◆ Work task ◆
Transcribe every entry below word for word, but skip the pictures.

◆ Extracted data ◆
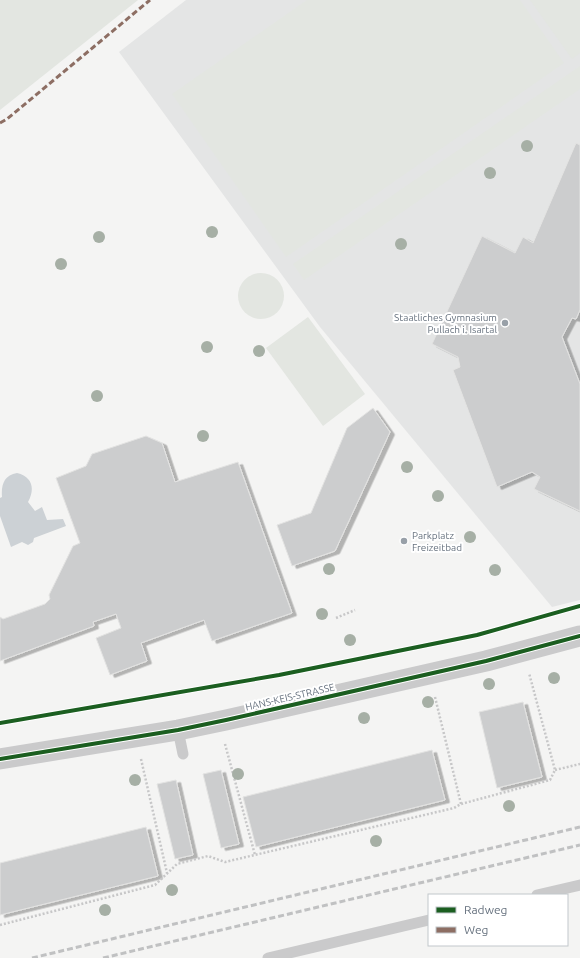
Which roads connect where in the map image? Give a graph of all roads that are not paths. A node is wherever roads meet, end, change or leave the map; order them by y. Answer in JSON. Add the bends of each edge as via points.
{"nodes":[{"id":1,"x":580,"y":636,"type":"edge"},
{"id":2,"x":178,"y":730,"type":"junction"},
{"id":3,"x":183,"y":754,"type":"dead end"},
{"id":4,"x":0,"y":759,"type":"edge"},
{"id":5,"x":580,"y":885,"type":"edge"},
{"id":6,"x":541,"y":894,"type":"edge"},
{"id":7,"x":428,"y":920,"type":"edge"},
{"id":8,"x":268,"y":958,"type":"edge"}],
"edges":[{"from":1,"to":2,"type":"street","name":"HANS-KEIS-STRASSE","via":[[429,674]]},
{"from":2,"to":3,"type":"lane"},
{"from":2,"to":4,"type":"street","name":"HANS-KEIS-STRASSE"},
{"from":5,"to":6,"type":"lane"},
{"from":7,"to":8,"type":"lane"}]}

◆ Solution for this problem ◆
Which roads connect where in the map image? Give a graph of all roads that are not paths. A node is wherever roads meet, end, change or leave the map; order them by y. Answer in JSON. Add the bends of each edge as via points.
{"nodes":[{"id":1,"x":580,"y":636,"type":"edge"},
{"id":2,"x":178,"y":730,"type":"junction"},
{"id":3,"x":183,"y":754,"type":"dead end"},
{"id":4,"x":0,"y":759,"type":"edge"},
{"id":5,"x":580,"y":885,"type":"edge"},
{"id":6,"x":541,"y":894,"type":"edge"},
{"id":7,"x":428,"y":920,"type":"edge"},
{"id":8,"x":268,"y":958,"type":"edge"}],
"edges":[{"from":1,"to":2,"type":"street","name":"HANS-KEIS-STRASSE","via":[[429,674]]},
{"from":2,"to":3,"type":"lane"},
{"from":2,"to":4,"type":"street","name":"HANS-KEIS-STRASSE"},
{"from":5,"to":6,"type":"lane"},
{"from":7,"to":8,"type":"lane"}]}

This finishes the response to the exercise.